#### What this task involves
Look in the data below for the line that has "ring dip: (1099, 781)", then print exactly every line from there through the line that has "index tip: (211, 152)", leaving pictures out.

#### Images with bounding boxes

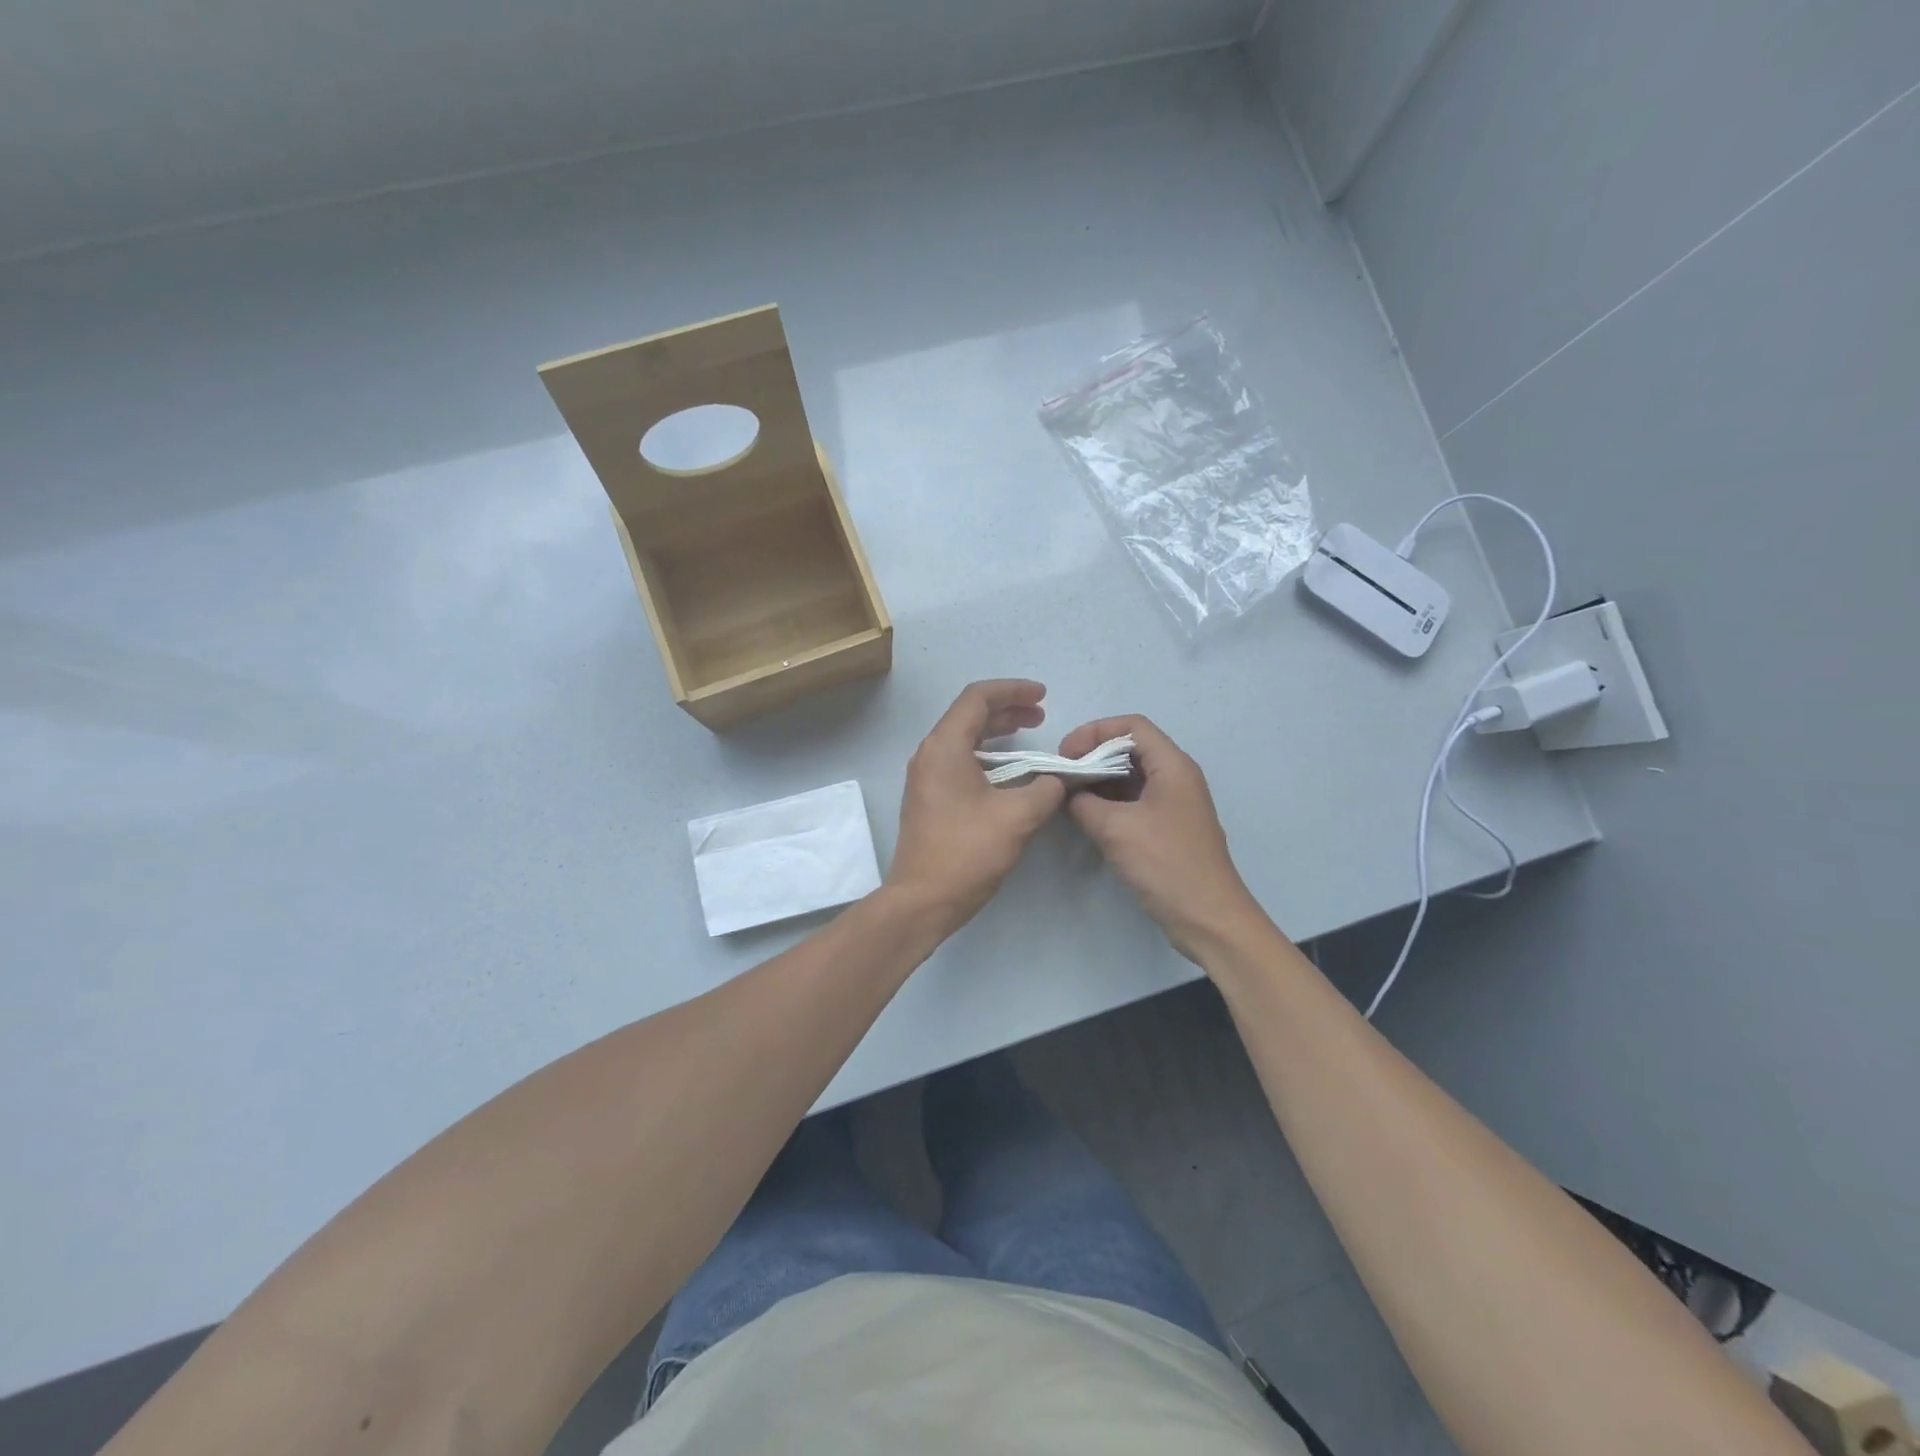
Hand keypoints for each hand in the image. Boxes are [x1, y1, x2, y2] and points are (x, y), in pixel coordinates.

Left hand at [888, 680, 1066, 929]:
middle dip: (1007, 709)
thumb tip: (1057, 780)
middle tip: (1041, 716)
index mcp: (945, 747)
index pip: (977, 698)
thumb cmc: (967, 852)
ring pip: (964, 739)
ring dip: (997, 732)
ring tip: (1029, 735)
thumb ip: (1045, 789)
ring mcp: (925, 777)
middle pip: (969, 715)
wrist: (922, 900)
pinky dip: (986, 755)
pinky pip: (959, 761)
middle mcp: (929, 754)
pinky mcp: (929, 798)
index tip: (1043, 697)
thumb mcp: (1018, 817)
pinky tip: (1010, 771)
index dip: (1012, 690)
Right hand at [1057, 715, 1266, 961]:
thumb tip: (1066, 792)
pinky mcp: (1168, 829)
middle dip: (1093, 756)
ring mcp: (1174, 804)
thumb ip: (1083, 803)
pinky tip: (1086, 817)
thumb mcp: (1115, 828)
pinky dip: (1109, 802)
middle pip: (1131, 749)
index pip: (1132, 726)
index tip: (1066, 755)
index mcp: (1173, 766)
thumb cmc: (1166, 864)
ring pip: (1131, 777)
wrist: (1208, 918)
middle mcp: (1176, 778)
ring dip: (1099, 781)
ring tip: (1068, 796)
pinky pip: (1134, 802)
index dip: (1095, 732)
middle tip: (1063, 776)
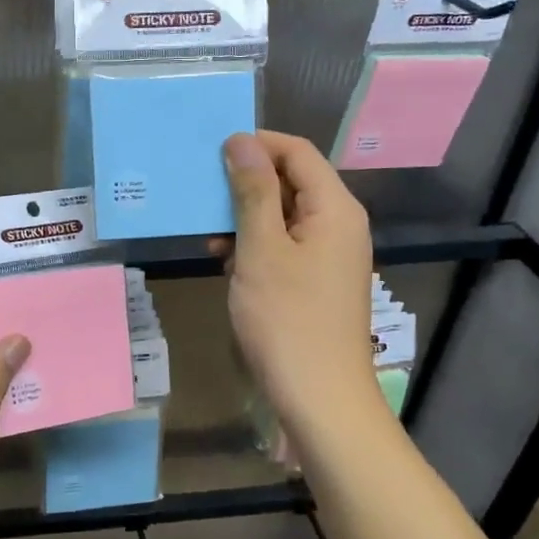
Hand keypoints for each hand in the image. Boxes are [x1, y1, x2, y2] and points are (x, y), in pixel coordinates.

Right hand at [218, 131, 379, 432]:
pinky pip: (283, 246)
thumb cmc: (288, 319)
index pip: (297, 152)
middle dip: (246, 181)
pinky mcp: (314, 282)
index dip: (257, 144)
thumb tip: (240, 140)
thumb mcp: (261, 249)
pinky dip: (253, 245)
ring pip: (283, 216)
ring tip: (206, 230)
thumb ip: (252, 191)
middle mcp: (338, 224)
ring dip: (244, 216)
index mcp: (334, 208)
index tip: (211, 152)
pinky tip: (223, 259)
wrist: (319, 397)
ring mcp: (328, 256)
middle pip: (292, 181)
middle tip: (200, 190)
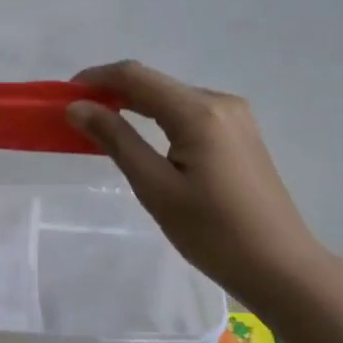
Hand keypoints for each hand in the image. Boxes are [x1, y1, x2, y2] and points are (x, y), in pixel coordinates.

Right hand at [65, 60, 327, 302]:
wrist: (280, 266)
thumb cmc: (212, 232)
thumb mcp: (155, 188)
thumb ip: (116, 140)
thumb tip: (78, 107)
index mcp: (199, 112)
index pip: (135, 76)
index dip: (95, 78)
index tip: (63, 95)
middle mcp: (220, 102)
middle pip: (154, 84)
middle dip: (112, 93)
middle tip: (76, 116)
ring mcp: (235, 117)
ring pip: (172, 98)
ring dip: (135, 106)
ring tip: (102, 128)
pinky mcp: (240, 134)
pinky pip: (190, 114)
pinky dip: (159, 119)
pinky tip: (143, 139)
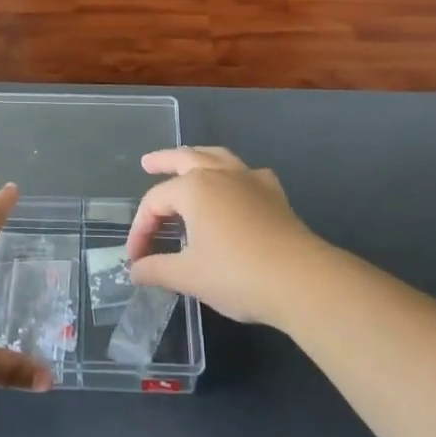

#### Exercise result
ring dip: (1099, 781)
ring tip: (1068, 796)
pinky pip: (1134, 802)
index dip: (1095, 732)
middle tip: (1063, 776)
Hand keypoints for each hand in the image. Boxes are [x1, y1, x2, y2] and points are (x, y), in pixel coordinates.

Right hand at [218, 131, 379, 432]:
pinky pip: (283, 246)
thumb cmc: (288, 319)
index pip: (297, 152)
middle dip: (246, 181)
pinky mcp: (314, 282)
index dip: (257, 144)
thumb tip: (240, 140)
thumb mcp: (261, 249)
pinky dip: (253, 245)
ring pip: (283, 216)
ring tip: (206, 230)
thumb ip: (252, 191)
middle mcp: (338, 224)
ring dip: (244, 216)
index mcp: (334, 208)
index tip: (211, 152)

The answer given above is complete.